Shiv Raj Gupta V. Commissioner of Income Tax


    The following case law deals with the Income-tax act and the area of Non- Compete clause, this case law pertains to the sale of a Non-competition fee which was received by one Shiv Raj Gupta under a negative agreement and a substantial question of law that was raised by the High Court did not contain any question as to whether the non-compete fee might be taxed under any provision apart from S. 28(ii) (a) of the Income Tax Act, 1961. Without a chance to the parties followed by reasons for framing any other substantial question of law as contended in the matter at hand as to the taxability of such amount as a capital receipt in the hands of the Shiv Raj Gupta.

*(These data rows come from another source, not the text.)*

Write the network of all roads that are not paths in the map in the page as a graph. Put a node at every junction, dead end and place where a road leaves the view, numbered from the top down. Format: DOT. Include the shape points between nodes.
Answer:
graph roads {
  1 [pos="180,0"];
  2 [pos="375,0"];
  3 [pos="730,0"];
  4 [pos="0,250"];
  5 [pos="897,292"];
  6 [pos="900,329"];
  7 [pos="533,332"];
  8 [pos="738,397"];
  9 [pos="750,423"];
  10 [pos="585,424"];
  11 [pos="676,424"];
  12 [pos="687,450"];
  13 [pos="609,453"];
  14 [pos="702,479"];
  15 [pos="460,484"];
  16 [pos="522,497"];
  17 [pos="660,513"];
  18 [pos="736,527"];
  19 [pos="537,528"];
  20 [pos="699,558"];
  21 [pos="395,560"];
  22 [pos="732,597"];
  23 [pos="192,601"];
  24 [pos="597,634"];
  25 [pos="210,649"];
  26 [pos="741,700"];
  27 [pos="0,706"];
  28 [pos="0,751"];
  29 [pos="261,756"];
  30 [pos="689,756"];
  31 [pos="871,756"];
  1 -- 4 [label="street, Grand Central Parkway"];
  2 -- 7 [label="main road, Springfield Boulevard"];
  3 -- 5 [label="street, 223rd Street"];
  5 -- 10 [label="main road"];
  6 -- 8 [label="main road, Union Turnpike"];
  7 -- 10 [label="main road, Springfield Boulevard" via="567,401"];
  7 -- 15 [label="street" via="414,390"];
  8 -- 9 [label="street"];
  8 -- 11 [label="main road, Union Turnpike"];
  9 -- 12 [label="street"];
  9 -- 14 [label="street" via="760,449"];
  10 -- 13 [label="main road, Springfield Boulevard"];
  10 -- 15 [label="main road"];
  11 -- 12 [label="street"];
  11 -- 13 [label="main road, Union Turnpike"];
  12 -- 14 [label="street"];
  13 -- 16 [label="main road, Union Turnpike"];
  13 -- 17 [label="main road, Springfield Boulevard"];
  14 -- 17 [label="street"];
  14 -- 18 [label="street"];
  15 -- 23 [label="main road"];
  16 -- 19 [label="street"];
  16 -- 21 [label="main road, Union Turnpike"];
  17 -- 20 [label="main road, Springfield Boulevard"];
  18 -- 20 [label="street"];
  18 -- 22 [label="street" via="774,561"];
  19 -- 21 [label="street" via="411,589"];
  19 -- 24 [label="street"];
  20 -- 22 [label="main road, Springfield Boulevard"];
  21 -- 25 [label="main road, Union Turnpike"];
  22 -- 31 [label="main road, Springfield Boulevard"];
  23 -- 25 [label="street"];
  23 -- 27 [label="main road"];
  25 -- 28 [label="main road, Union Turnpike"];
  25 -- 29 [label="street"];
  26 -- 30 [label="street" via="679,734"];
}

    Section 28(ii) in The Income- Tax Act, 1995(ii) any compensation or other payment due to or received by,-(a) any person, by whatever name called, managing the whole or substantially the whole of the affairs of an Indian company, at or in connection with the termination of his management or the modification of the terms and conditions relating thereto;

    Facts of the Case 

    • CDBL (Central Distillery and Breweries Ltd) is a company involved in manufacturing beer and liquor. The Appellant herein Shiv Raj Gupta was the Chairman and Managing Director of CDBL. The Appellant along with the members of the family members held 186,109 no. of shares @ Rs.10/- in CDBL, which constituted 52% of, paid-up equity capital and was listed in the Mumbai and Delhi stock exchange.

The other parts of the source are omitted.